La ville de Lucerne fait également partie des highlights de la Suisse : presque sept millions de touristes par an. Un succès qui agace de nombreux habitants comme Valentin Humbel, le président de la Jeunesse socialiste lucernoise. Au cœur de toutes les tensions, il y a la Schwanenplatz au centre de la ville: "Toutes les 70 secondes, un bus débarque sur la place. C’est énorme. Je passe ici tous les jours à vélo et les bus sont vraiment dangereux."
Si de leur côté les autorités lucernoises se réjouissent de la manne financière liée à ce tourisme, ce n’est pas le cas à Lauterbrunnen. Dans ce petit village du canton de Berne, la majorité des visiteurs ne vient qu’à la journée.

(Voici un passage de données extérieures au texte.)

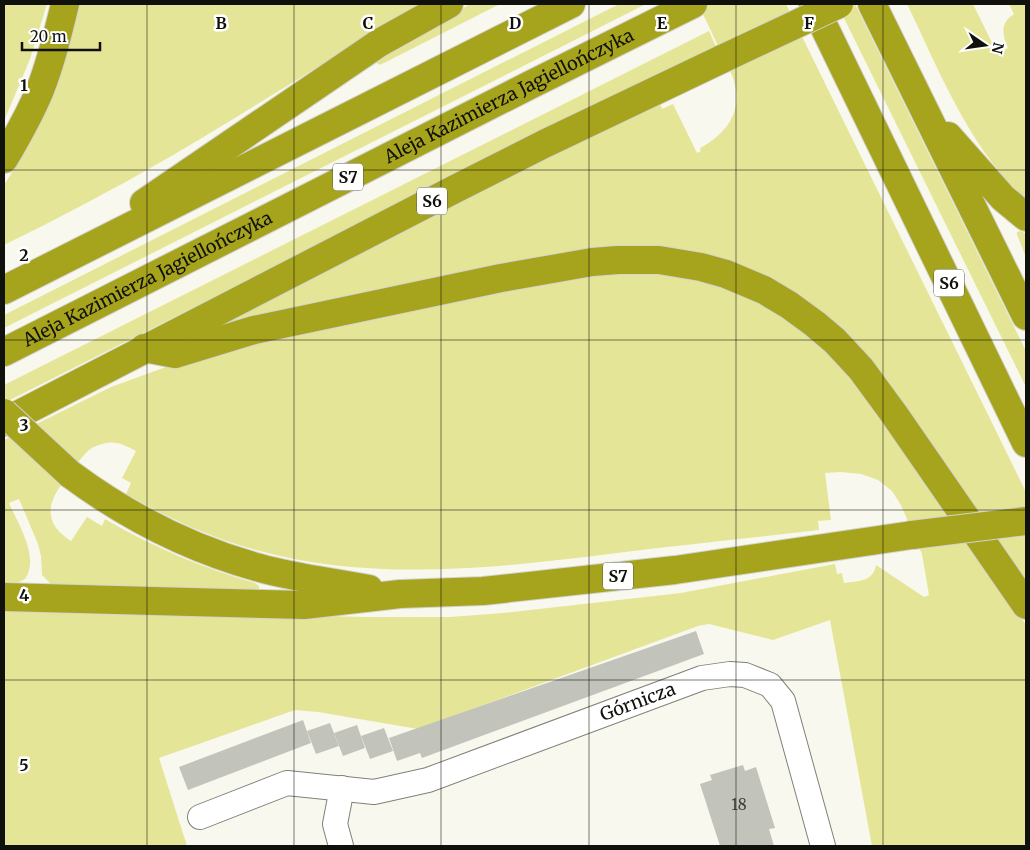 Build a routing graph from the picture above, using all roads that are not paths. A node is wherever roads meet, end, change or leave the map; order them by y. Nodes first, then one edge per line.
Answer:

Il s’agit de la pire des situations pour une commune puisqu’elle doit supporter les conséquences d’un tourisme de masse sans pouvoir en bénéficier.
Des solutions pour lutter contre le surtourisme
Face à ces désagréments, certains sites commencent ou songent à prendre des mesures comme l’introduction de taxes de stationnement ou d'entrée ou encore de modèles de tarification dynamique pour les billets des chemins de fer de montagne.
Dans le canton de Berne, le petit village d’Iseltwald fait désormais payer l'accès à un célèbre spot de selfies sur le lac de Brienz, tandis que Lauterbrunnen veut instaurer une "taxe de vallée" pour les voitures: le nombre de voitures admises dans la vallée serait ainsi limité au nombre de places de stationnement.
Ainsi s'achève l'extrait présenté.